Second. Live Volumes has gotten a lot better but we still need to choose between Replay Manager  snapshots & Live Volumes. In an ideal world that would not be the case and Replay manager would have the ability to handle this dynamically. A big ask perhaps, but it would be swell.

I just keep giving the feedback as I’m convinced this is a great SAN for Hyper-V environments and they could beat anyone by make a few more improvements.
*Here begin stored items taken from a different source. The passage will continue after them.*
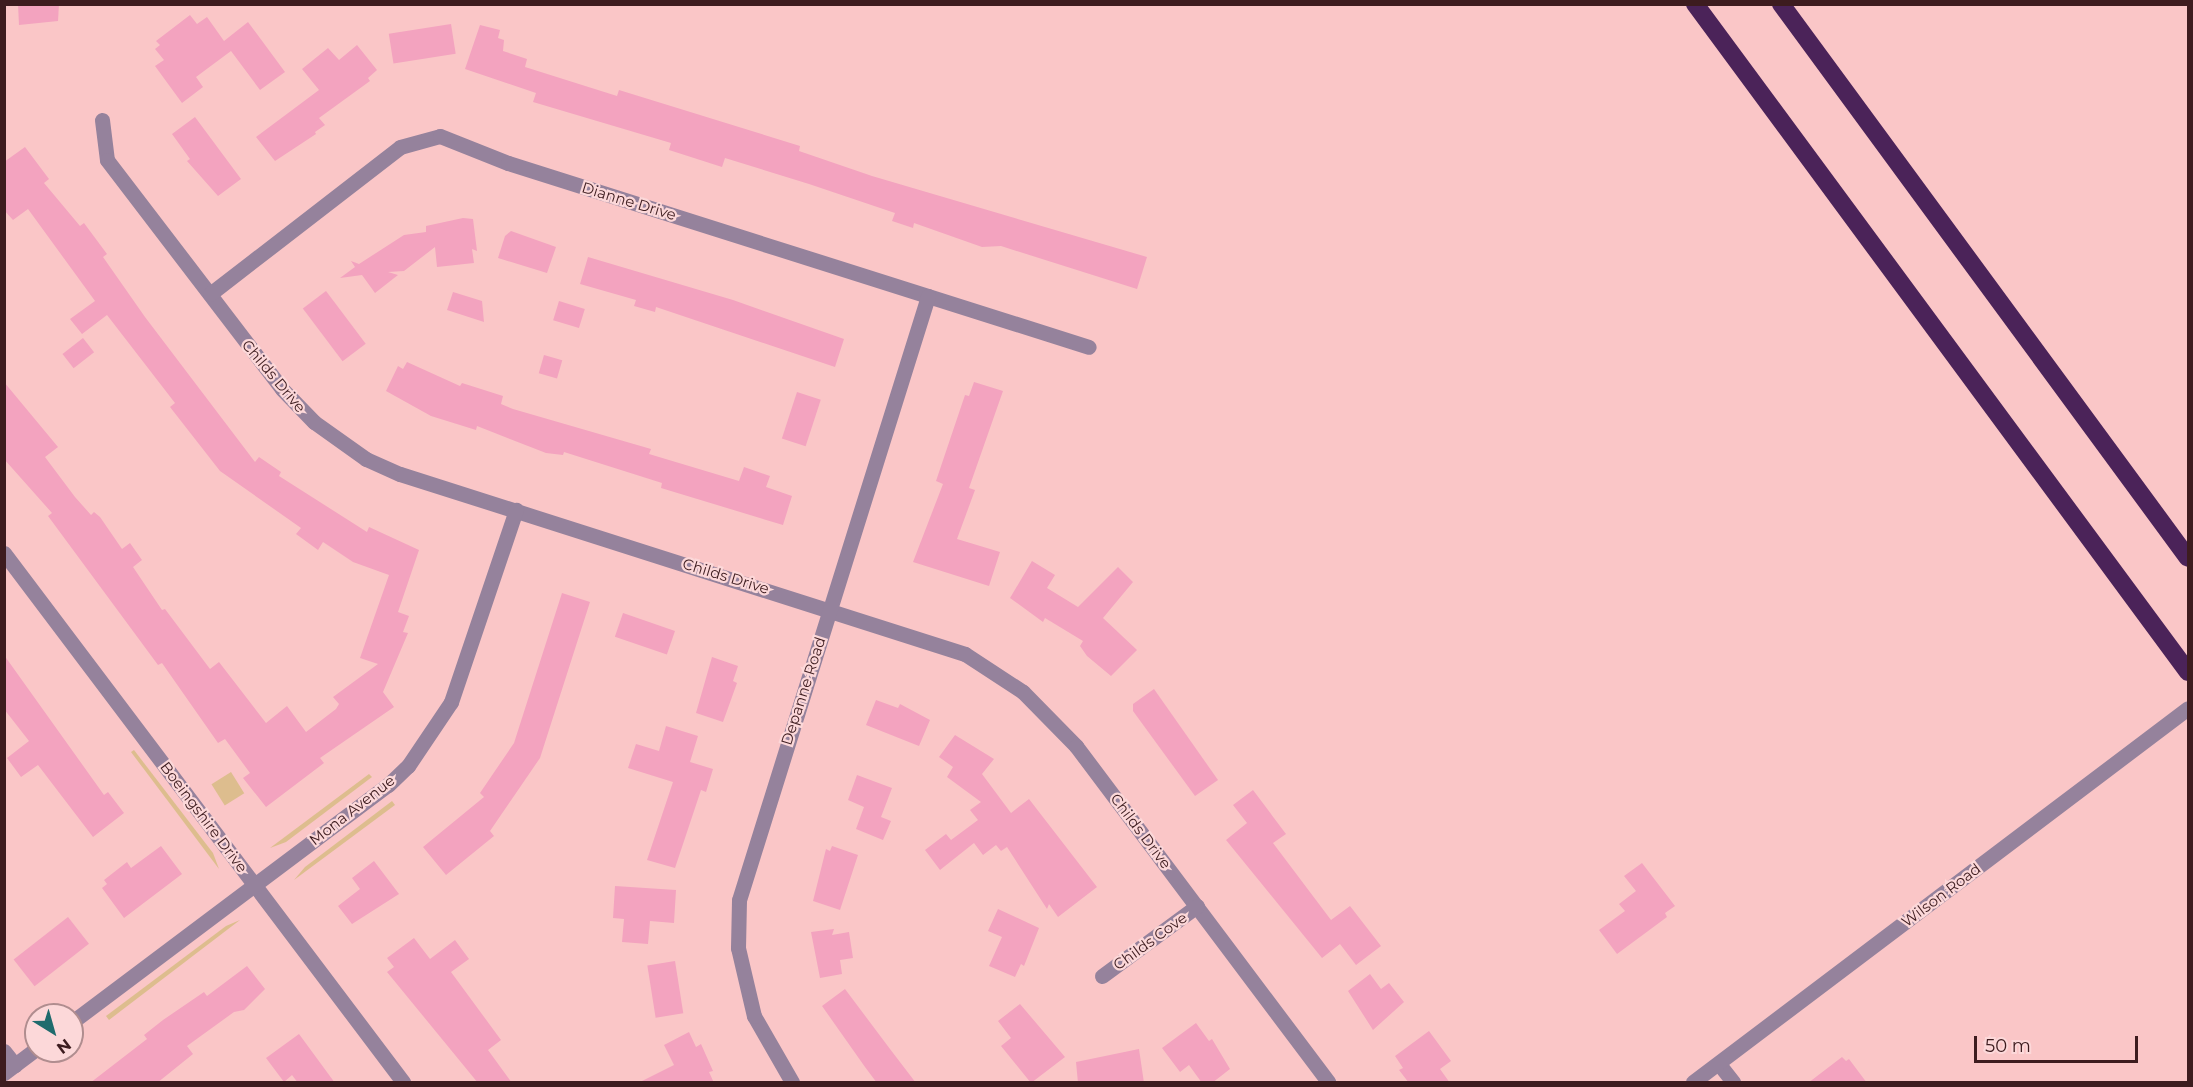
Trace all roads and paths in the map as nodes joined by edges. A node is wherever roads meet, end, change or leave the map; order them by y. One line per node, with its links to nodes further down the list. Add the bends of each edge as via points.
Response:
1 (1695, 4): 11 (highway)
2 (1781, 4): 9 (highway)
3 (102, 120): 4 (street, Childs Drive, via 108,160)
4 (210, 294): 5 (street, Dianne Drive, via 400,147 440,136 508,163); 7 (street, Childs Drive, via 291,401 342,443 379,466)
5 (927, 296): 6 (street, Dianne Drive); 10 (street, Depanne Road)
6 (1089, 346)
7 (516, 510): 10 (street, Childs Drive); 13 (street, Mona Avenue, via 472,649 439,725 388,785)
8 (4, 553): 13 (street, Boeingshire Drive)
9 (2188, 558)
10 (830, 608): 14 (street, Childs Drive, via 965,654 1023,692 1076,746); 22 (street, Depanne Road, via 739,900 738,948 752,1008)
11 (2188, 672)
12 (2188, 708): 19 (street, Wilson Road)
13 (255, 885): 16 (street, Mona Avenue); 21 (street, Boeingshire Drive)
14 (1197, 906): 15 (street, Childs Cove); 23 (street, Childs Drive)
15 (1102, 976)
16 (84, 1013)
17 (4, 1051): 20 (street)
18 (24, 1058): 20 (street)
19 (1719, 1064): 24 (street, Wilson Road); 25 (street)
20 (10, 1069)
21 (403, 1083)
22 (792, 1083)
23 (1328, 1083)
24 (1693, 1083)
25 (1733, 1083)

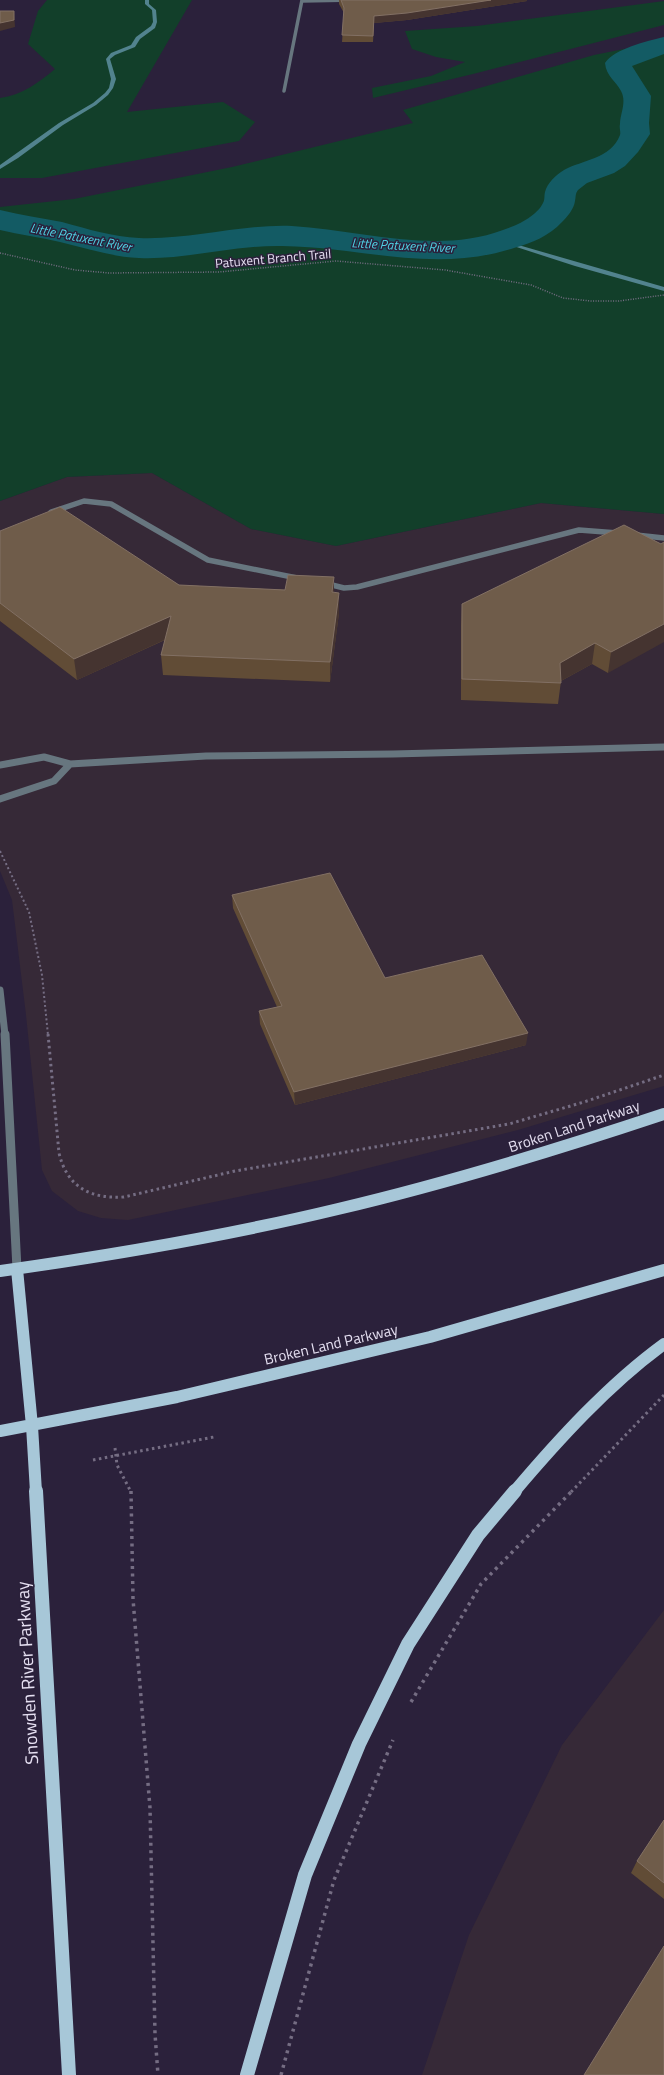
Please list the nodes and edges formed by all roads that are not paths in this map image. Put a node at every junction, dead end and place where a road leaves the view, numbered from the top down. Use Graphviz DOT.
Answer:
graph roads {
  1 [pos="302,0"];
  2 [pos="354,0"];
  3 [pos="284,91"];
  4 [pos="41,515"];
  5 [pos="664,538"];
  6 [pos="306,580"];
  7 [pos="314,581"];
  8 [pos="664,747"];
  9 [pos="70,764"];
  10 [pos="0,765"];
  11 [pos="0,799"];
  12 [pos="0,990"];
  13 [pos="664,1114"];
  14 [pos="17,1269"];
  15 [pos="664,1270"];
  16 [pos="0,1272"];
  17 [pos="664,1344"];
  18 [pos="32,1426"];
  19 [pos="0,1431"];
  20 [pos="69,2075"];
  21 [pos="247,2075"];
  1 -- 2 [label="street"];
  1 -- 3 [label="street"];
  4 -- 6 [label="street"];
  5 -- 7 [label="street"];
  8 -- 9 [label="street"];
  9 -- 10 [label="street"];
  9 -- 11 [label="street"];
  12 -- 14 [label="street"];
  13 -- 14 [label="main road, Broken Land Parkway"];
  14 -- 16 [label="main road, Broken Land Parkway"];
  14 -- 18 [label="main road, Snowden River Parkway"];
  15 -- 18 [label="main road, Broken Land Parkway"];
  17 -- 21 [label="main road"];
  18 -- 19 [label="main road, Broken Land Parkway"];
  18 -- 20 [label="main road, Snowden River Parkway"];
}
Dell Compellent SCOS 6.7 ODX Bug Heads Up

UPDATE 3: Bad and disappointing news. After update 2 we’ve seen DELL change the CSTA (CoPilot Services Technical Alert)  on the customer website to “’will be fixed” in a future version. No according to the latest comment on this blog post that would be In Q1 2017. Basically this is unacceptable and it’s a shame to see a SAN that was one of the best when in comes to Hyper-V Support in Windows Server 2012 / 2012 R2 decline in this way. If  7.x is required for Windows Server 2016 Support this is pretty bad as it means early adopters are stuck or we’ll have to find an recommend another solution. This is not a good day for Dell storage.

UPDATE 2: As you can read in the comments below people are still having issues. Do NOT just update without checking everything.

UPDATE: This issue has been resolved in Storage Center 6.7.10 and 7.Ximage

If you have 6.7.x below 6.7.10 it’s time to think about moving to 6.7.10!

No vendor is exempt form errors, issues, mistakes and trouble with advances features and unfortunately Dell Compellent has issues with Windows Server 2012 (R2) ODX in the current release of SCOS 6.7. Bar a performance issue in a 6.4 version they had very good track record in regards to ODX, UNMAP, … so far. But no matter how good your are, bad things can happen.

DellCompellentModern

I’ve had to people who were bitten by it contact me. The issue is described below.

In SCOS 6.7 an issue has been determined when the ODX driver in Windows Server 2012 requests an Extended Copy between a source volume which is unknown to the Storage Center and a volume which is presented from the Storage Center. When this occurs the Storage Center does not respond with the correct ODX failure code. This results in the Windows Server 2012 not correctly recognizing that the source volume is unknown to the Storage Center. Without the failure code Windows will continually retry the same request which will fail. Due to the large number of failed requests, MPIO will mark the path as down. Performing ODX operations between Storage Center volumes will work and is not exposed to this issue.

You might think that this is not a problem as you might only use Compellent storage but think again. Local disks on the hosts where data is stored temporarily and external storage you use to transport data in and out of your datacenter, or copy backups to are all use cases we can encounter.  When ODX is enabled, it is by default on Windows 2012(R2), the file system will try to use it and when that fails use normal (non ODX) operations. All of this is transparent to the users. Now MPIO will mark the Compellent path as down. Ouch. I will not risk that. Any IO between an non Compellent LUN and a Compellent LUN might cause this to happen.

The only workaround for now is to disable ODX on all your hosts. To me that’s unacceptable and I will not be upgrading to 6.7 for now. We rely on ODX to gain performance benefits at both the physical and virtual layer. We even have our SMB 3 capable clients in the branch offices leverage ODX to avoid costly data copies to our clustered Transparent Failover File Servers.

When a version arrives that fix the issue I’Il testing even more elaborate than before. We’ve come to pay attention to performance issues or data corruption with many vendors, models and releases but this MPIO issue is a new one for me.